Start of Data for the task

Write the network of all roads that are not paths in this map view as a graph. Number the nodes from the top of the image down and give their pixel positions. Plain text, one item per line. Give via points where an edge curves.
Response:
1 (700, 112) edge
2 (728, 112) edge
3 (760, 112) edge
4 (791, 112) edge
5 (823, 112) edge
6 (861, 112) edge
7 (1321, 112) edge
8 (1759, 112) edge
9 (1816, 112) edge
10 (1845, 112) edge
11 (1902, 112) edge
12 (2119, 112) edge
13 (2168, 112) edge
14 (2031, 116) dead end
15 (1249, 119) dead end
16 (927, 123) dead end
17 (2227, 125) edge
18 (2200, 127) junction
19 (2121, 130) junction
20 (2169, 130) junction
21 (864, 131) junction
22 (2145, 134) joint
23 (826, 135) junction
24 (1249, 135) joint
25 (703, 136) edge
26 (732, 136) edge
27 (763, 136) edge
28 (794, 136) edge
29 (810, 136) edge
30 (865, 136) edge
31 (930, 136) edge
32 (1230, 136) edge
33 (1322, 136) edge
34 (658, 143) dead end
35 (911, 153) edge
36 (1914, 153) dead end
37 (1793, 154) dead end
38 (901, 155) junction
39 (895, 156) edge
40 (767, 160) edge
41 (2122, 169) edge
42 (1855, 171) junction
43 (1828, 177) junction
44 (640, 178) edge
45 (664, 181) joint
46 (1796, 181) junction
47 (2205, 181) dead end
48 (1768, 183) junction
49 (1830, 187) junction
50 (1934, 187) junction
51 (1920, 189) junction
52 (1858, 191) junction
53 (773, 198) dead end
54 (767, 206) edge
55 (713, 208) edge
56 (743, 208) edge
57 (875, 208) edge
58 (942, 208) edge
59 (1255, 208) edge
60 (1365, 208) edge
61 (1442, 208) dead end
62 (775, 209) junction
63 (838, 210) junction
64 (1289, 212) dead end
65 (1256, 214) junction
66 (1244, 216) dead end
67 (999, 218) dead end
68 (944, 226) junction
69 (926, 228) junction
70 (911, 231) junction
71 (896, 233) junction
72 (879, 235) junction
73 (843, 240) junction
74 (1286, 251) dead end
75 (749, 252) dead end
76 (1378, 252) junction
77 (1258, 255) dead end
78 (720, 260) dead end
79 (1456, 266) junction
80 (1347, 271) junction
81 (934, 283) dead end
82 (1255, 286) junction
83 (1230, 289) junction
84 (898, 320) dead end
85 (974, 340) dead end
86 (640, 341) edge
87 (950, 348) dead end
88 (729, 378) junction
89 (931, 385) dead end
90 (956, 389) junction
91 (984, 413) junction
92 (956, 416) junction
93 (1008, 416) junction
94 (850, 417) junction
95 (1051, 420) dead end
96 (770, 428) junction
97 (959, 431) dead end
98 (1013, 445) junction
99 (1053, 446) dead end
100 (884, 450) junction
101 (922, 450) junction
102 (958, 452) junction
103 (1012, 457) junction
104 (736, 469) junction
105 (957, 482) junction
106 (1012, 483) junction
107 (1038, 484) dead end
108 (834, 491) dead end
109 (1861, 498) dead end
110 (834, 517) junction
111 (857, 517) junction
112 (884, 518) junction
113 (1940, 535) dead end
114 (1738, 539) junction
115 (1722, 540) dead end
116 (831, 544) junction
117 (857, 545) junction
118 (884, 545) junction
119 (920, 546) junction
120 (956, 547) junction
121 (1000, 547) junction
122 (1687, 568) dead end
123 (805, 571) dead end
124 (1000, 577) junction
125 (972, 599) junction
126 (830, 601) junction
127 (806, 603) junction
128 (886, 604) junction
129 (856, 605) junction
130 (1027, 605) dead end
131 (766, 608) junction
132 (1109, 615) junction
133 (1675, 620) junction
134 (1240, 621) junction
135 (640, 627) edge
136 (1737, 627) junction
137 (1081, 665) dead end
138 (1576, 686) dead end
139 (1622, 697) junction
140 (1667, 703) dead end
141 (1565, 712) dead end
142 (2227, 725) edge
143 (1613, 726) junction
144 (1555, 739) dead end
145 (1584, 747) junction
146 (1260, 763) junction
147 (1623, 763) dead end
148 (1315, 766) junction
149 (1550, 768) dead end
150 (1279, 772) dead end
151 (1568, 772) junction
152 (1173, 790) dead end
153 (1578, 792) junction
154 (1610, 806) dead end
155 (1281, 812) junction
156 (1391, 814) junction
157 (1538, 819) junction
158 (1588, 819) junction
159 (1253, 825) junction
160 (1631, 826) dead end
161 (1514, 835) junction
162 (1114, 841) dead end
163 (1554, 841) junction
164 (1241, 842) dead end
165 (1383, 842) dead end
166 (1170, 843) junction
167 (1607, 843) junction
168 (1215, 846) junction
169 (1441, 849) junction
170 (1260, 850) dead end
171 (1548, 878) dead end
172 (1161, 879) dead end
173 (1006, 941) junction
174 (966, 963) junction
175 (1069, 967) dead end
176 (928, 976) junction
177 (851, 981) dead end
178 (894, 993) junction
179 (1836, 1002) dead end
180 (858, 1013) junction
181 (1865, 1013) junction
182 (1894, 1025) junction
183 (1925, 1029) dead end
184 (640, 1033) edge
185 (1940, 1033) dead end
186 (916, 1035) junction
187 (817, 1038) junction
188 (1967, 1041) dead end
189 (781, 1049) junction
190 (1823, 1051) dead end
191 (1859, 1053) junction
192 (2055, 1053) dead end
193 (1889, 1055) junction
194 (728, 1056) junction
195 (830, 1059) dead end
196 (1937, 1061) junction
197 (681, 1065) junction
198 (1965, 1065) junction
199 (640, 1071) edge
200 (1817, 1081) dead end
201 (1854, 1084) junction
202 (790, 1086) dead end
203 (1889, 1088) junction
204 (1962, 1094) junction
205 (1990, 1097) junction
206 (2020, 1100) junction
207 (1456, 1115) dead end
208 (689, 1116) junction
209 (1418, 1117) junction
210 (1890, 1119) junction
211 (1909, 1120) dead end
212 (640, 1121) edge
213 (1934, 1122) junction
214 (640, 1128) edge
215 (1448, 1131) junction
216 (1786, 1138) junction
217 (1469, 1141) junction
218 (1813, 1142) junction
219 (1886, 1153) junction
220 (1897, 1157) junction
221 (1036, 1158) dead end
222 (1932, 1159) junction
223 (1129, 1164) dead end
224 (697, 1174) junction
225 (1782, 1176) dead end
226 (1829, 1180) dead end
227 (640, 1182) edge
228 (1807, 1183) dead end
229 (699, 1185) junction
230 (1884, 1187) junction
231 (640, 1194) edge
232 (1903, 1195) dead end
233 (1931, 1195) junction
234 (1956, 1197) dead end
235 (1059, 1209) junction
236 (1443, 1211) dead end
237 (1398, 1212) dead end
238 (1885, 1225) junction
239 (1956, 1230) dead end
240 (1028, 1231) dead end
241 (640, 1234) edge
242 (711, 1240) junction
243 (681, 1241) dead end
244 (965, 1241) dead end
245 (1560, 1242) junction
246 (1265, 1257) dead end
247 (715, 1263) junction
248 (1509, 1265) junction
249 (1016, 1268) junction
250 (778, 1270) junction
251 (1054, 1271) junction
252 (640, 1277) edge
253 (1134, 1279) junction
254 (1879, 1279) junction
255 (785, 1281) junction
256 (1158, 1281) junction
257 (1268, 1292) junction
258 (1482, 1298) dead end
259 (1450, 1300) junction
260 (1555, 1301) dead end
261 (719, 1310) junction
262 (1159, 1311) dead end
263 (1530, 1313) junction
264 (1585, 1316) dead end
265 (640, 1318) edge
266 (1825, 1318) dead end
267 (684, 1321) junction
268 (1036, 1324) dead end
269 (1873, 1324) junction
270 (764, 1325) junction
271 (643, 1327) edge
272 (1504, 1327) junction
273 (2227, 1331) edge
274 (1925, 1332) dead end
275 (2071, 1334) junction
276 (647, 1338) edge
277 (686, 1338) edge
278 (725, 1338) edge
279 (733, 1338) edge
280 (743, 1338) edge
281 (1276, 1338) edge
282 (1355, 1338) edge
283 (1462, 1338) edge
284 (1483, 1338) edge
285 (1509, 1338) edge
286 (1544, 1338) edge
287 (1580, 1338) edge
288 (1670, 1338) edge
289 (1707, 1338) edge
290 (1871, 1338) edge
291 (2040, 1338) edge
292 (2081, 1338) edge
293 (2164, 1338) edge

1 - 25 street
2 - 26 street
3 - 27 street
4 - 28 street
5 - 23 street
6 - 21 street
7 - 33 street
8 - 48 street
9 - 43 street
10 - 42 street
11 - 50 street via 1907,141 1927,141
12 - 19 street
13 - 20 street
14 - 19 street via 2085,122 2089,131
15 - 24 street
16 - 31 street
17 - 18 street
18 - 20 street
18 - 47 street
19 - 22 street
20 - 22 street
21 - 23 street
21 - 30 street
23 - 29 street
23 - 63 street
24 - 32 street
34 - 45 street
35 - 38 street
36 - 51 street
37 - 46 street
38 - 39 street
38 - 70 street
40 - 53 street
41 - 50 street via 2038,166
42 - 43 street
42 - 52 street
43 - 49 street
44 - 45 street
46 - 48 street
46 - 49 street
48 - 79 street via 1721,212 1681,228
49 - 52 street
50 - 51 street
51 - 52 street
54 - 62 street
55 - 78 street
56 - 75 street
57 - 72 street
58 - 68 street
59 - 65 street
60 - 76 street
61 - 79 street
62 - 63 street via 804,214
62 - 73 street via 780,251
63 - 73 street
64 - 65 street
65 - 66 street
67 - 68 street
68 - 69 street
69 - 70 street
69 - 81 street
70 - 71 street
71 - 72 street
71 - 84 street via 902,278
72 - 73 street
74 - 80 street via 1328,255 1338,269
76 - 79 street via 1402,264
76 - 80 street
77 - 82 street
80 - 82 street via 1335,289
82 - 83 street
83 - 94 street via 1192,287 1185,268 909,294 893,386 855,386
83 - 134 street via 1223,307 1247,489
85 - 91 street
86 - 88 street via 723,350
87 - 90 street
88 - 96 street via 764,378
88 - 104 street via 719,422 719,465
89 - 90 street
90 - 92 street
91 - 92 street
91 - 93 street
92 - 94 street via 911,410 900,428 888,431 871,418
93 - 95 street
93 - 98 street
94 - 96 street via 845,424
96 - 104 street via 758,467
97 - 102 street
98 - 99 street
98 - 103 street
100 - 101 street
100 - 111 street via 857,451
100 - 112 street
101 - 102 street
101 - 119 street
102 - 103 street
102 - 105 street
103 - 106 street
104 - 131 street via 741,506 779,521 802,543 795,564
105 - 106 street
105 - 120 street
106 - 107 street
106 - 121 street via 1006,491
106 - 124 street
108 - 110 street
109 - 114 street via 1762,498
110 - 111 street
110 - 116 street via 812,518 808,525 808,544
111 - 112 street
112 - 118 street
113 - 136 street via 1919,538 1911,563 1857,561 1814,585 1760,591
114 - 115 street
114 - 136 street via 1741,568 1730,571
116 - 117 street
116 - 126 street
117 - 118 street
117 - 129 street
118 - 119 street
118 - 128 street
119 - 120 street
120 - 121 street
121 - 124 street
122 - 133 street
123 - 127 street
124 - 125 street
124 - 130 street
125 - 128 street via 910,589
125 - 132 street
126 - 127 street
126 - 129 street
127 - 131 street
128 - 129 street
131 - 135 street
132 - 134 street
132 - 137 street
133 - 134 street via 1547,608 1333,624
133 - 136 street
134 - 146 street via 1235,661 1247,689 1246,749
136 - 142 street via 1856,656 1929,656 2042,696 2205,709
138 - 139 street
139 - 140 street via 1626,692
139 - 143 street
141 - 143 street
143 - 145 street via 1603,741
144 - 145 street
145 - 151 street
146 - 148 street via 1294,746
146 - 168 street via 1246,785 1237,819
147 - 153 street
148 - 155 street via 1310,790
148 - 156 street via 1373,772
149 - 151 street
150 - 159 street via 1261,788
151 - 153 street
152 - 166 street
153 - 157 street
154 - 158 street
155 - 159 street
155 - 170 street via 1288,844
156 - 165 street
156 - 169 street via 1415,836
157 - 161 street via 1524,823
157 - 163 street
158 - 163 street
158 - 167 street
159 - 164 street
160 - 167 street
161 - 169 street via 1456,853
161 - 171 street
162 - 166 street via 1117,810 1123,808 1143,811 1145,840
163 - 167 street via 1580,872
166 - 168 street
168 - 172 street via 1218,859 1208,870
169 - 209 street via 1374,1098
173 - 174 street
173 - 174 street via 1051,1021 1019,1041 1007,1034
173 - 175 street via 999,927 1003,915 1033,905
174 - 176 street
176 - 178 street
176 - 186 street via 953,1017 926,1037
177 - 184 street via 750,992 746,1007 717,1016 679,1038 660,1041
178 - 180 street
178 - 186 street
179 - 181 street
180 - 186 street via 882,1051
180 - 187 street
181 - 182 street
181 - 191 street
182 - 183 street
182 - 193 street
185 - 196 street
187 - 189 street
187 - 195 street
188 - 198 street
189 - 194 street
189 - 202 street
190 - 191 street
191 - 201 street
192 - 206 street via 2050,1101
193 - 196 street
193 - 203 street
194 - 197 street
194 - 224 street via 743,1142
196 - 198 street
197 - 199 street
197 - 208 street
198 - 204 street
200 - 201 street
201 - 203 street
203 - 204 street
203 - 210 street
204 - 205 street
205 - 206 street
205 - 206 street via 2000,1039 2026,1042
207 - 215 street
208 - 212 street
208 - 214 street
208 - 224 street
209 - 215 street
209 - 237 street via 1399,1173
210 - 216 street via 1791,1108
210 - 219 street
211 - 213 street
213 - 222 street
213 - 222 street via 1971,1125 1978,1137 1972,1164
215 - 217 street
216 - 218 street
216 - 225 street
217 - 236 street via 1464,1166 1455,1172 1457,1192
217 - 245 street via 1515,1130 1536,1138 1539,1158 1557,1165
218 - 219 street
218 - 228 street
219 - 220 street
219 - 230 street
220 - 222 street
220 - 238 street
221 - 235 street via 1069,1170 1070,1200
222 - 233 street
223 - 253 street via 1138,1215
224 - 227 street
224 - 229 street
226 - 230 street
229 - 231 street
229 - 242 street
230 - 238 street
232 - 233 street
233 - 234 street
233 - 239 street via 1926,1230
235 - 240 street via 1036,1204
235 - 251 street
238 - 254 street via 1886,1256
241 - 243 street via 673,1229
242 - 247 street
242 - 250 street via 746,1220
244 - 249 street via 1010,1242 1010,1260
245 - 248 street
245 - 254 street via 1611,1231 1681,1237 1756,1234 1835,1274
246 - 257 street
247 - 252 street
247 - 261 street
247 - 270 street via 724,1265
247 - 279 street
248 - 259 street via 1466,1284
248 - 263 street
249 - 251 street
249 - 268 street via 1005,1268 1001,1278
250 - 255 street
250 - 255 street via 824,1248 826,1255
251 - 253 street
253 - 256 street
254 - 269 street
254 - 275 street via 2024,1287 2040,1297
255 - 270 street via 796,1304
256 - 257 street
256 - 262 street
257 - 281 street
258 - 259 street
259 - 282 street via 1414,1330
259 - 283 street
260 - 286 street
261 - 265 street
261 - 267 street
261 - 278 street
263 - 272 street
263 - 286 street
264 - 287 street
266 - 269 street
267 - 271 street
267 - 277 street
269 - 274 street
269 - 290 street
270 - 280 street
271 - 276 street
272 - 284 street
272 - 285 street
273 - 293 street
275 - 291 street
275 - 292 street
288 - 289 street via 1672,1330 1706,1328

End of Data for the task

**Requirement**
Where does "joint" occur in the data? Copy each line that has it.

**Solution**
22 (2145, 134) joint
24 (1249, 135) joint
45 (664, 181) joint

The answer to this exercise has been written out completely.